196. What If They Never Change?
- Luke Shillings

- 2 days ago
- 11 min read
After betrayal, hope can feel like the only thing keeping you going. You start rebuilding, doing the work, having the hard conversations, and quietly holding your breath, waiting for proof that it was all worth it. But underneath that hope is often a fear that few people want to face: what if they never change?
This episode gently but directly explores that question. Not to push you toward leaving or staying, but to help you stop outsourcing your emotional safety to something you cannot control. Because when your peace depends on their transformation, you end up stuck in a painful waiting room called “someday.”

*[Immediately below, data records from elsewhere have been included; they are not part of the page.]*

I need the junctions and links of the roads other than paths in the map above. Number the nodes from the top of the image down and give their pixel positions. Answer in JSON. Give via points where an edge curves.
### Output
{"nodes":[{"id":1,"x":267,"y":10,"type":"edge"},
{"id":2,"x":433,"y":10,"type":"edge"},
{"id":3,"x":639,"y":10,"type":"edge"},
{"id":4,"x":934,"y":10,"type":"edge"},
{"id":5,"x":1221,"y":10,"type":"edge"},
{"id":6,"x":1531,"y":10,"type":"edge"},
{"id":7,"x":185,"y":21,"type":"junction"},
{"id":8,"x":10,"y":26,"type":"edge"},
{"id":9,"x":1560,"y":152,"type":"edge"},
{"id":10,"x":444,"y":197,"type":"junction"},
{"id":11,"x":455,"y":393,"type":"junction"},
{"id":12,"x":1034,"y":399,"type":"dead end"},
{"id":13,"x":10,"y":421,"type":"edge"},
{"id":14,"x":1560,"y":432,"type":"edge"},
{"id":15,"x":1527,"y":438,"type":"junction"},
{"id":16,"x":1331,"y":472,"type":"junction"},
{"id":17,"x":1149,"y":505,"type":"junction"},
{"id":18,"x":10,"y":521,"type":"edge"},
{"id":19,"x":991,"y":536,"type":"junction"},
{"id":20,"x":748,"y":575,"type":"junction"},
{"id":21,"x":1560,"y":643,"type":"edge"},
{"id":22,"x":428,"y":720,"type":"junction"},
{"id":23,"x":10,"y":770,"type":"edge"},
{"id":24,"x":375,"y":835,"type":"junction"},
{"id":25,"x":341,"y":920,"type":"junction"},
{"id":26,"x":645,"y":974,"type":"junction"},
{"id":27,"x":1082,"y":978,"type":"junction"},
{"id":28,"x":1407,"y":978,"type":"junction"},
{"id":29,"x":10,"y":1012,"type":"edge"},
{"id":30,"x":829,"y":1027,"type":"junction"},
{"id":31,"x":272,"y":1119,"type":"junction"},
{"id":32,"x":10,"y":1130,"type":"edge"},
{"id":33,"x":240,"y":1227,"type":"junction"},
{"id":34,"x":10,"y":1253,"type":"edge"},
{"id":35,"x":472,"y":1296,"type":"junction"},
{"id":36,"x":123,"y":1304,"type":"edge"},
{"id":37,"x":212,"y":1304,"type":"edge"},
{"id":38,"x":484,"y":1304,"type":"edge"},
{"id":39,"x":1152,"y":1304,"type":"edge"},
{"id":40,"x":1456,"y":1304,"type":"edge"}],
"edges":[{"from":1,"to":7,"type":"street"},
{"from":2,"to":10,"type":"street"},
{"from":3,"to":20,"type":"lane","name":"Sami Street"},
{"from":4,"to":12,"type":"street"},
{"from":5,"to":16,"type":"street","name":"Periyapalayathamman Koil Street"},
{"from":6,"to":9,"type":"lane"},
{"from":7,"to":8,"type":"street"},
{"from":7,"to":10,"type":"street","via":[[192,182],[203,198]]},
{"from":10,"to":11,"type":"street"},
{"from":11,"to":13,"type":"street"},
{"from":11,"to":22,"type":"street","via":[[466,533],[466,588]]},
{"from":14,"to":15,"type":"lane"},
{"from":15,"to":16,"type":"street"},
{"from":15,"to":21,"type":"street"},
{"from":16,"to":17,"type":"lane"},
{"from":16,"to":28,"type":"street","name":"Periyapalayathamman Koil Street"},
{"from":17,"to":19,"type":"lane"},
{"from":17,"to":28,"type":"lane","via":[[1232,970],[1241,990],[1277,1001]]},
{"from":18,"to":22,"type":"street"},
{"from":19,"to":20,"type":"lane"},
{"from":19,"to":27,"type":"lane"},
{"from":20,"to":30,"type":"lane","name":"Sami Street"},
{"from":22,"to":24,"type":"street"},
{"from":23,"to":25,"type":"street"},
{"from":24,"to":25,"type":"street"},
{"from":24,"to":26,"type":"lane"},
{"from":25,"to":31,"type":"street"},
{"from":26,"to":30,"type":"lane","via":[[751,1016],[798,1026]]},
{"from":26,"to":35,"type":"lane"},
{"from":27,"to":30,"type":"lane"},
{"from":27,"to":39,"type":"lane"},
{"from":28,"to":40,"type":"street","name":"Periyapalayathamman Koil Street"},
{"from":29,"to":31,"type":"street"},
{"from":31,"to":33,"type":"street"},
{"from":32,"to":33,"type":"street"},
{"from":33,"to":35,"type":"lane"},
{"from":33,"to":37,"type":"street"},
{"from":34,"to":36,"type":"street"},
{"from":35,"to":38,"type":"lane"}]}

In this episode, I unpack hope, sunk cost thinking, emotional dependency, and what it really means to rebuild stability from within, regardless of what your partner chooses next.
Key Takeaways
Hope can shift from a source of strength into emotional attachment to an outcome you can’t control
The “sunk cost” mindset can quietly keep you stuck in false hope, simply because you’ve already invested so much
Waiting for your partner to change can unintentionally delay your own healing, identity, and emotional recovery
True stability comes from separating your inner peace from your partner’s behaviour and choices
Healing deepens when you grieve the relationship you hoped for while still engaging with the relationship you actually have
False Hope in Relationships: What if they never change?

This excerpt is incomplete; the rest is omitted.